■ What you need to do:
Filter the records below for the word "paths". Copy each line that holds it.

■ Record set:
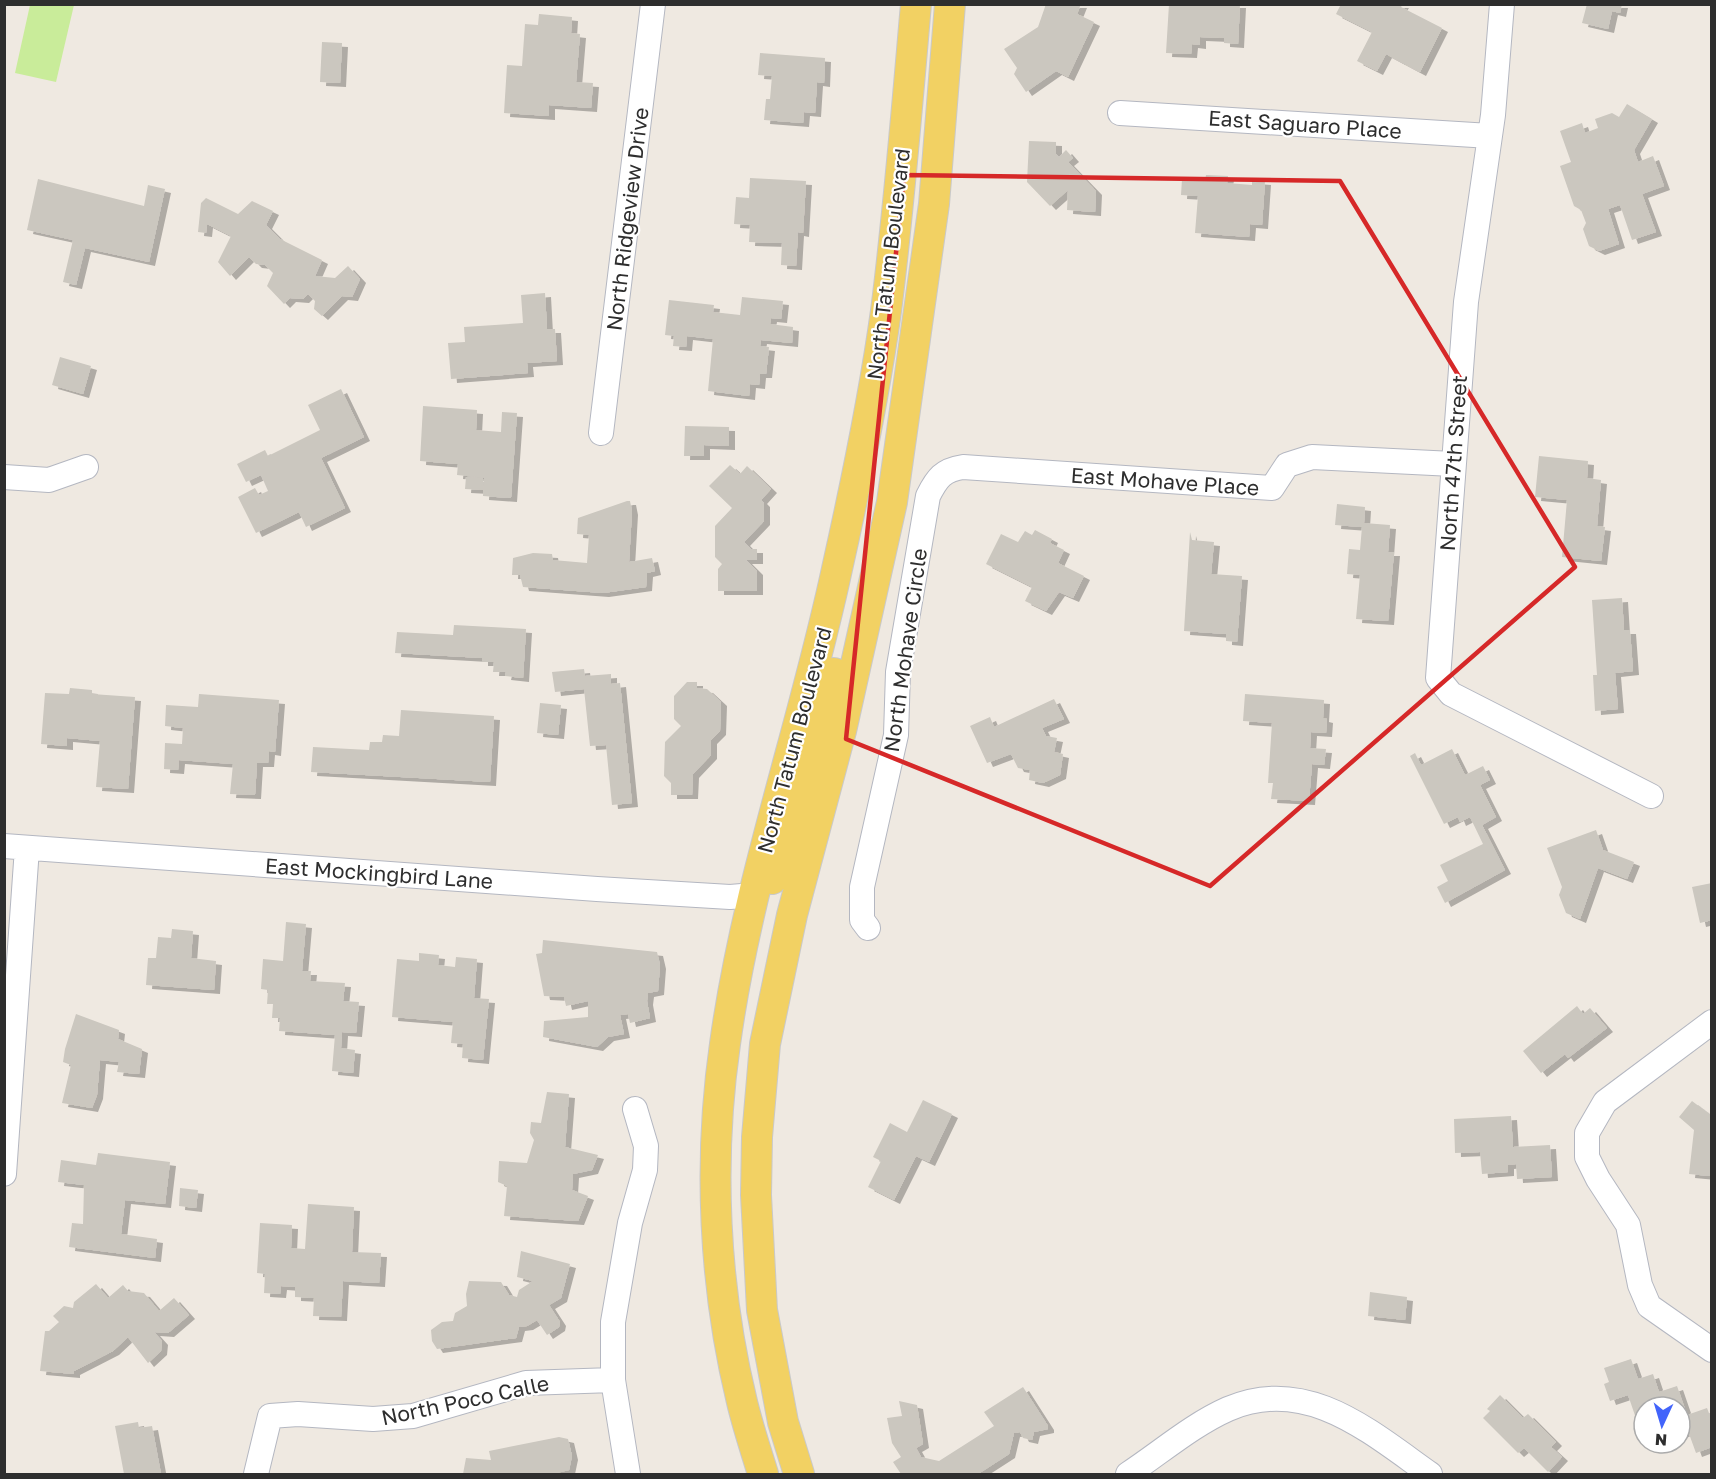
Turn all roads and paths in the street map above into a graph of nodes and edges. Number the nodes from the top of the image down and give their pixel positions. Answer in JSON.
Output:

---

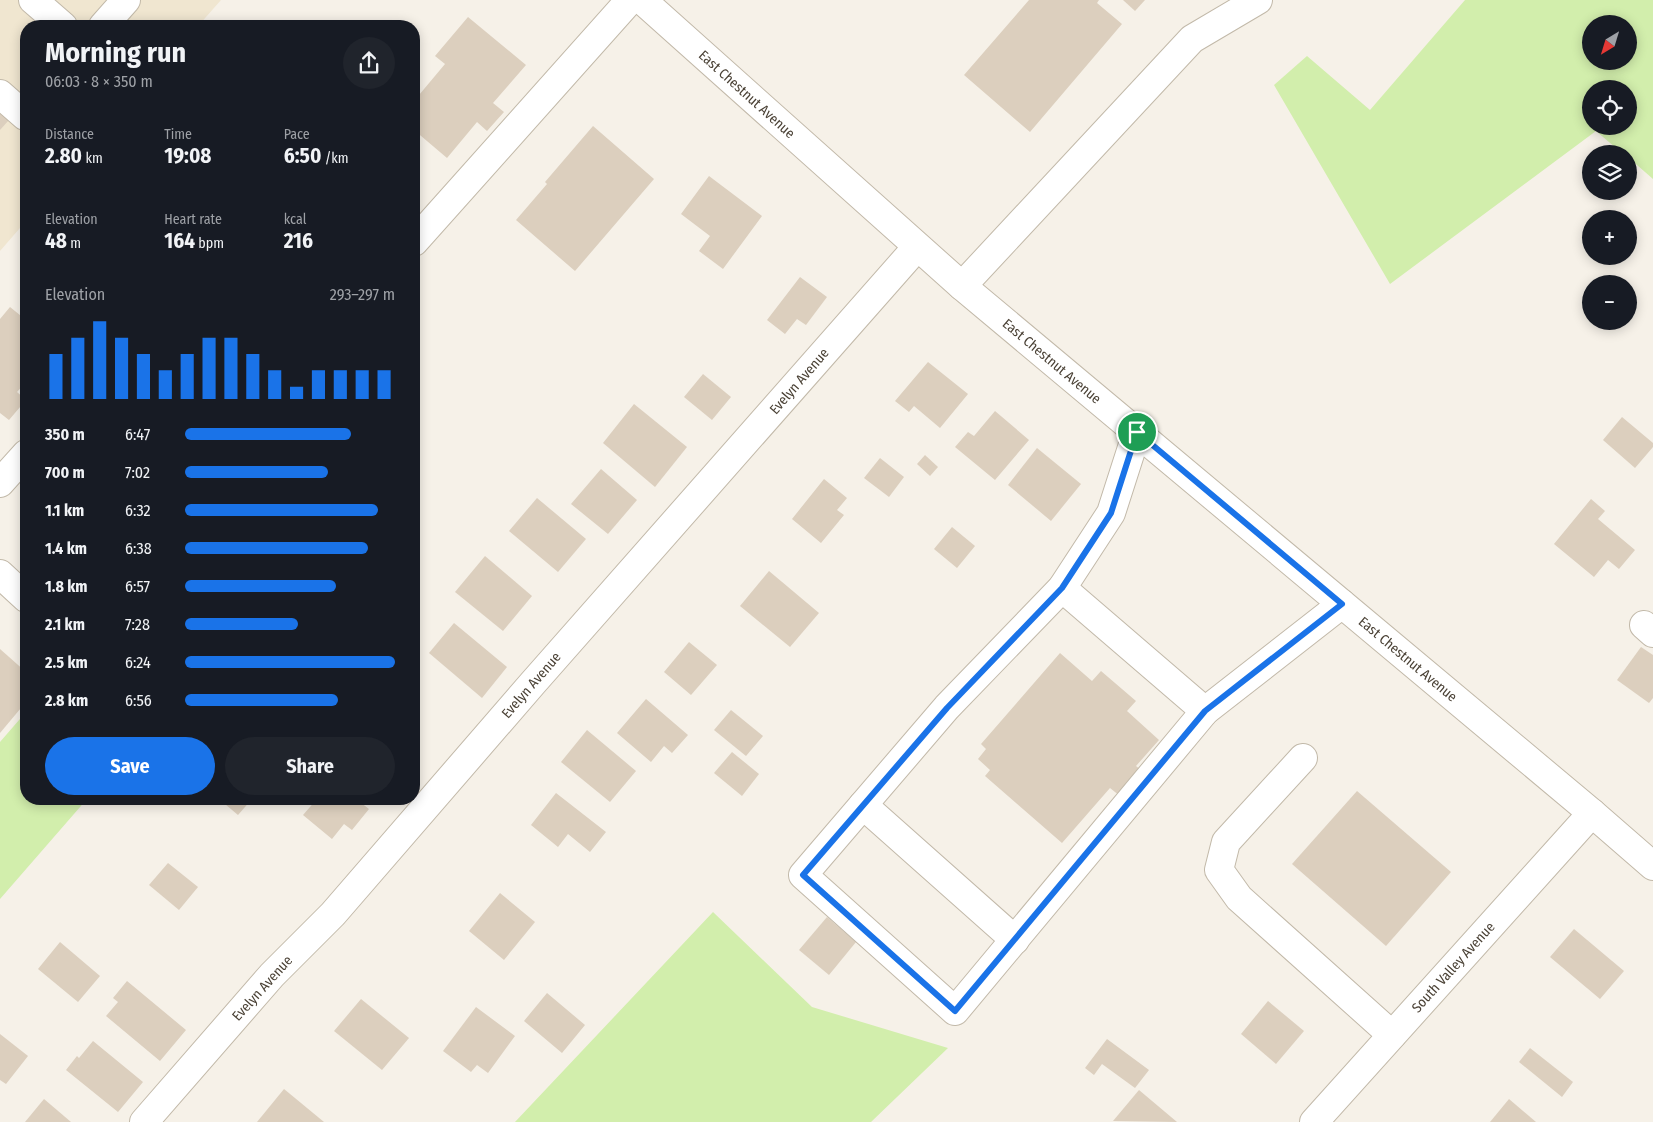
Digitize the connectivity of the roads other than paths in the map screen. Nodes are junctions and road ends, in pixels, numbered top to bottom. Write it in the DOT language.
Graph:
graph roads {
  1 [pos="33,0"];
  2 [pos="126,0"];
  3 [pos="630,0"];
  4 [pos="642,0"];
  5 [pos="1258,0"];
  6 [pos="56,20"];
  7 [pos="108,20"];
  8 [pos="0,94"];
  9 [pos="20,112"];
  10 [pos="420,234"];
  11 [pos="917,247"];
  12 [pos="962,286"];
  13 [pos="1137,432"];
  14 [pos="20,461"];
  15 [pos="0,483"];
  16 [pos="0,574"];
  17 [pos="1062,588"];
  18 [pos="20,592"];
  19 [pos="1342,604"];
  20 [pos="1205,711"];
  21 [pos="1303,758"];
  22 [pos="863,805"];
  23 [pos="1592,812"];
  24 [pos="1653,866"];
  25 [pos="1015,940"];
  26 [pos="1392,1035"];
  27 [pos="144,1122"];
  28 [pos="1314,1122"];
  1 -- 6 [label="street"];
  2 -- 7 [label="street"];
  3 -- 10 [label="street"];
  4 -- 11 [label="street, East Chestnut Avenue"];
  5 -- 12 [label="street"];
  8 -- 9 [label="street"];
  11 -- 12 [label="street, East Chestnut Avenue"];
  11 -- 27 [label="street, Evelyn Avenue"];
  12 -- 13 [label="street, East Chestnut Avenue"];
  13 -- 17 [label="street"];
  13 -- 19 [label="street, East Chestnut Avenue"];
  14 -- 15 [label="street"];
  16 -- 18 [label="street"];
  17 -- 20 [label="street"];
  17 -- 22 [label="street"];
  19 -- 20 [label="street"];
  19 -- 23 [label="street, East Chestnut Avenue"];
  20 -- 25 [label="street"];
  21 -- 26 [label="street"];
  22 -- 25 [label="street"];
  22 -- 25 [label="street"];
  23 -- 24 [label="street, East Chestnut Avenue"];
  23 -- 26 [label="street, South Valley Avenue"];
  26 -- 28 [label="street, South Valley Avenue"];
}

■ Solved problem:
Turn all roads and paths in the street map above into a graph of nodes and edges. Number the nodes from the top of the image down and give their pixel positions. Answer in JSON.
Digitize the connectivity of the roads other than paths in the map screen. Nodes are junctions and road ends, in pixels, numbered top to bottom. Write it in the DOT language.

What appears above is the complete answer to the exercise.